Stored data entries

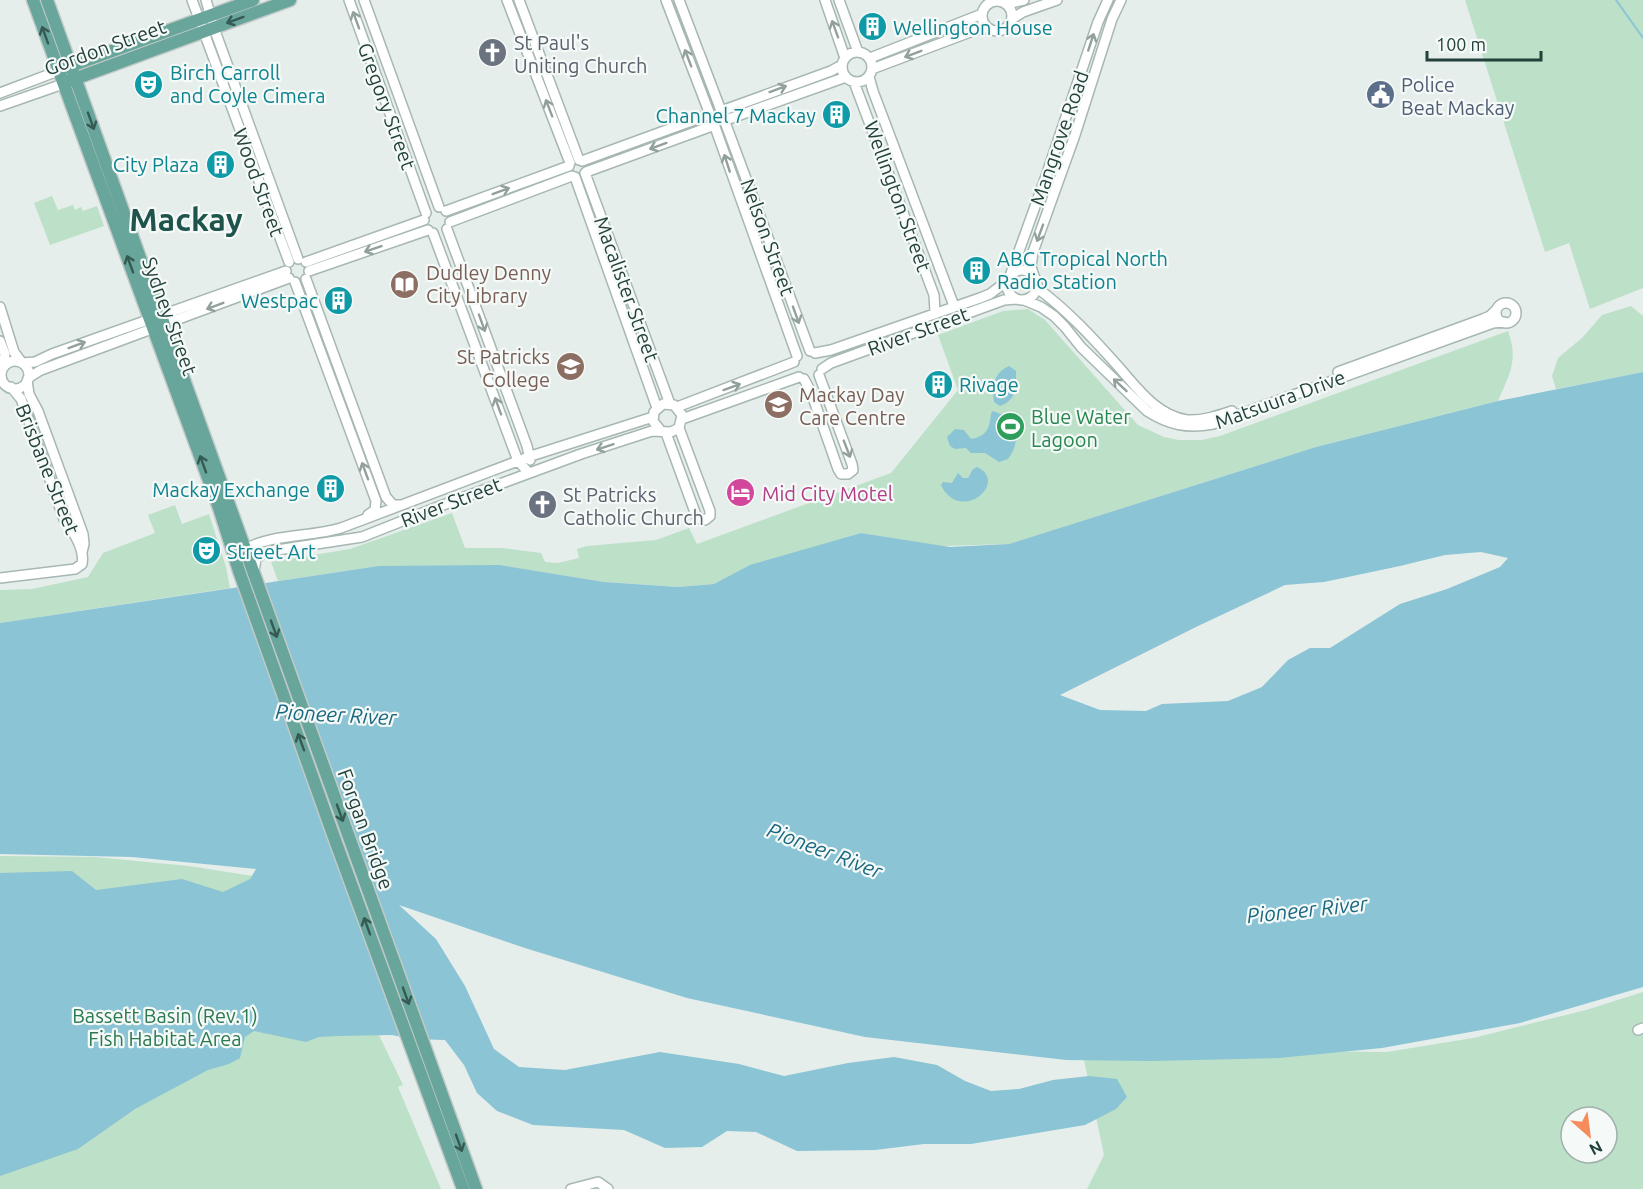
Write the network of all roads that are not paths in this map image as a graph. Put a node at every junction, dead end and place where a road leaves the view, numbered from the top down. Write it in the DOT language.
graph roads {
  1 [pos="33,0"];
  2 [pos="47,0"];
  3 [pos="192,0"];
  4 [pos="206,0"];
  5 [pos="253,0"];
  6 [pos="290,0"];
  7 [pos="349,0"];
  8 [pos="364,0"];
  9 [pos="507,0"];
  10 [pos="519,0"];
  11 [pos="666,0"];
  12 [pos="679,0"];
  13 [pos="825,0"];
  14 [pos="839,0"];
  15 [pos="1024,0"];
  16 [pos="1057,0"];
  17 [pos="1108,0"];
  18 [pos="1121,0"];
  19 [pos="1002,2"];
  20 [pos="983,7"];
  21 [pos="1012,19"];
  22 [pos="207,24"];
  23 [pos="987,28"];
  24 [pos="858,52"];
  25 [pos="870,58"];
  26 [pos="844,61"];
  27 [pos="71,66"];
  28 [pos="58,71"];
  29 [pos="871,73"];
  30 [pos="850,80"];
  31 [pos="69,81"];
  32 [pos="0,93"];
  33 [pos="0,106"];
  34 [pos="722,109"];
  35 [pos="708,113"];
  36 [pos="726,121"];
  37 [pos="714,126"];
  38 [pos="575,162"];
  39 [pos="585,173"];
  40 [pos="573,177"];
  41 [pos="443,209"];
  42 [pos="425,216"];
  43 [pos="448,225"];
  44 [pos="430,231"];
  45 [pos="297,271"];
  46 [pos="1034,276"];
  47 [pos="1008,279"];
  48 [pos="1037,288"];
  49 [pos="1020,300"];
  50 [pos="954,306"];
  51 [pos="0,307"];
  52 [pos="1496,310"];
  53 [pos="935,312"];
  54 [pos="157,322"];
  55 [pos="1504,322"];
  56 [pos="318,328"];
  57 [pos="0,341"];
  58 [pos="332,351"];
  59 [pos="813,352"];
  60 [pos="322,355"];
  61 [pos="796,359"];
  62 [pos="22,363"];
  63 [pos="1,370"];
  64 [pos="820,372"];
  65 [pos="802,378"];
  66 [pos="28,379"];
  67 [pos="6,387"];
  68 [pos="346,388"];
  69 [pos="336,391"];
  70 [pos="674,405"];
  71 [pos="655,412"];
  72 [pos="681,423"];
  73 [pos="664,432"];
  74 [pos="523,435"];
  75 [pos="358,437"];
  76 [pos="510,440"];
  77 [pos="531,456"];
  78 [pos="518,461"];
  79 [pos="694,471"];
  80 [pos="529,472"];
  81 [pos="681,475"];
  82 [pos="228,499"];
  83 [pos="406,504"];
  84 [pos="219,508"];
  85 [pos="77,519"];
  86 [pos="361,521"];
  87 [pos="68,523"];
  88 [pos="385,528"];
  89 [pos="246,549"];
  90 [pos="83,553"];
  91 [pos="245,575"];
  92 [pos="0,578"];
  93 [pos="436,1098"];
  94 [pos="463,1189"];
  95 [pos="476,1189"];
  96 [pos="572,1189"];
  97 [pos="608,1189"];
  28 -- 1 [label="main road, Sydney Street, one-way"];
  2 -- 27 [label="main road, Sydney Street"];
  3 -- 22 [label="street, Wood Street"];
  4 -- 22 [label="street, Wood Street"];
  5 -- 22 [label="main road, Gordon Street"];
  6 -- 22 [label="main road, Gordon Street, one-way"];
  42 -- 7 [label="street, Gregory Street, one-way"];
  8 -- 41 [label="street, Gregory Street"];
  38 -- 9 [label="street, one-way"];
  10 -- 38 [label="street"];
  35 -- 11 [label="street, one-way"];
  12 -- 34 [label="street"];
  26 -- 13 [label="street, one-way"];
  14 -- 24 [label="street"];
  15 -- 19 [label="street"];
  16 -- 21 [label="street"];
  47 -- 17 [label="street, Mangrove Road, one-way"];
  18 -- 46 [label="street, Mangrove Road, one-way"];
  19 -- 20 [label="street"];
  19 -- 21 [label="street"];
  20 -- 23 [label="street"];
  20 -- 25 [label="street"];
  21 -- 23 [label="street"];
  22 -- 27 [label="main road, Gordon Street"];
  22 -- 31 [label="main road, Gordon Street"];
  22 -- 45 [label="street, Wood Street"];
  23 -- 29 [label="street, one-way"];
  24 -- 25 [label="street"];
  24 -- 26 [label="street"];
  25 -- 29 [label="street"];
  26 -- 30 [label="street"];
  34 -- 26 [label="street, one-way"];
  27 -- 28 [label="main road, Gordon Street"];
  27 -- 31 [label="main road, Sydney Street"];
  28 -- 31 [label="main road, Sydney Street"];
  28 -- 32 [label="street, Gordon Street"];
  29 -- 30 [label="street"];
  29 -- 50 [label="street, Wellington Street"];
  30 -- 36 [label="street"];
  30 -- 53 [label="street, Wellington Street"];
  31 -- 33 [label="street, Gordon Street"];
  31 -- 54 [label="main road, Sydney Street"];
  34 -- 35 [label="street"];
  34 -- 36 [label="street"];
  35 -- 37 [label="street"];
  35 -- 38 [label="street"];
  36 -- 37 [label="street"];
  36 -- 59 [label="street, Nelson Street, one-way"];
  37 -- 39 [label="street, one-way"];
  61 -- 37 [label="street, Nelson Street, one-way"];
  38 -- 39 [label="street"];
  38 -- 40 [label="street"];
  41 -- 38 [label="street, one-way"];
  39 -- 40 [label="street"];
  39 -- 70 [label="street, Macalister Street"];
  40 -- 43 [label="street"];
  40 -- 71 [label="street, Macalister Street"];
  41 -- 42 [label="street"];
  41 -- 43 [label="street"];
  42 -- 44 [label="street"];
  42 -- 45 [label="street"];
  43 -- 44 [label="street"];
  43 -- 74 [label="street, one-way"];
  44 -- 45 [label="street, one-way"];
  76 -- 44 [label="street, one-way"];
  45 -- 54 [label="street"];
  45 -- 56 [label="street, Wood Street"];
  46 -- 47 [label="street"];
  46 -- 48 [label="street"];
  47 -- 49 [label="street"];
  47 -- 50 [label="street, River Street"];
  48 -- 49 [label="street"];
  48 -- 52 [label="street, Matsuura Drive"];
  55 -- 49 [label="street, Matsuura Drive, one-way"];
  49 -- 64 [label="street, River Street"];
  50 -- 53 [label="street, River Street"];
  51 -- 62 [label="street"];
  52 -- 55 [label="street"];
  52 -- 55 [label="street"];
  53 -- 59 [label="street, River Street"];
  62 -- 54 [label="street, one-way"];
  54 -- 66 [label="street"];
  54 -- 82 [label="main road, Sydney Street"];
  84 -- 54 [label="main road, Sydney Street, one-way"];
  56 -- 58 [label="street, Wood Street"];
  56 -- 60 [label="street, Wood Street"];
  57 -- 63 [label="street"];
  58 -- 60 [label="street"];
  58 -- 68 [label="street, Wood Street"];
  59 -- 61 [label="street"];
  59 -- 64 [label="street"];
  60 -- 69 [label="street, Wood Street"];
  61 -- 65 [label="street"];
  70 -- 61 [label="street, one-way"];
  62 -- 63 [label="street"];
  62 -- 66 [label="street"];
  63 -- 67 [label="street"];
  64 -- 65 [label="street"];
  64 -- 65 [label="street, one-way"];
  65 -- 72 [label="street"];
  66 -- 67 [label="street"];
  66 -- 85 [label="street, Brisbane Street"];
  67 -- 87 [label="street, Brisbane Street"];
  68 -- 69 [label="street"];
  68 -- 75 [label="street, Wood Street"];
  69 -- 75 [label="street, Wood Street"];
  70 -- 71 [label="street"];
  70 -- 72 [label="street"];
  71 -- 73 [label="street"];
  71 -- 77 [label="street, River Street"];
  72 -- 73 [label="street"];
  72 -- 79 [label="street"];
  73 -- 80 [label="street, River Street, one-way"];
  73 -- 81 [label="street"];
  74 -- 76 [label="street"];
  74 -- 77 [label="street"];
  75 -- 83 [label="street, Wood Street"];
  86 -- 75 [label="street, Wood Street, one-way"];
  76 -- 78 [label="street"];
  77 -- 78 [label="street, River Street"];
  77 -- 80 [label="street"];
  78 -- 80 [label="street"];
  78 -- 83 [label="street, River Street"];
  79 -- 81 [label="street"];
  79 -- 81 [label="street"];
  80 -- 88 [label="street, River Street"];
  82 -- 84 [label="main road"];
  82 -- 89 [label="main road, Sydney Street"];
  83 -- 86 [label="street, River Street"];
  84 -- 91 [label="main road, Sydney Street"];
  85 -- 87 [label="street"];
  85 -- 90 [label="street, Brisbane Street"];
  86 -- 88 [label="street"];
  86 -- 89 [label="street, River Street"];
  87 -- 90 [label="street, Brisbane Street"];
  88 -- 91 [label="street, River Street"];
  89 -- 91 [label="main road, Sydney Street"];
  90 -- 92 [label="street"];
  91 -- 93 [label="main road, Forgan Bridge"];
  93 -- 94 [label="main road"];
  93 -- 95 [label="main road, one-way"];
  96 -- 97 [label="street"];
}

> Your objective: When a line in the records above holds "Nelson", that line is to be reported.

> Completed exercise:
  36 -- 59 [label="street, Nelson Street, one-way"];
  61 -- 37 [label="street, Nelson Street, one-way"];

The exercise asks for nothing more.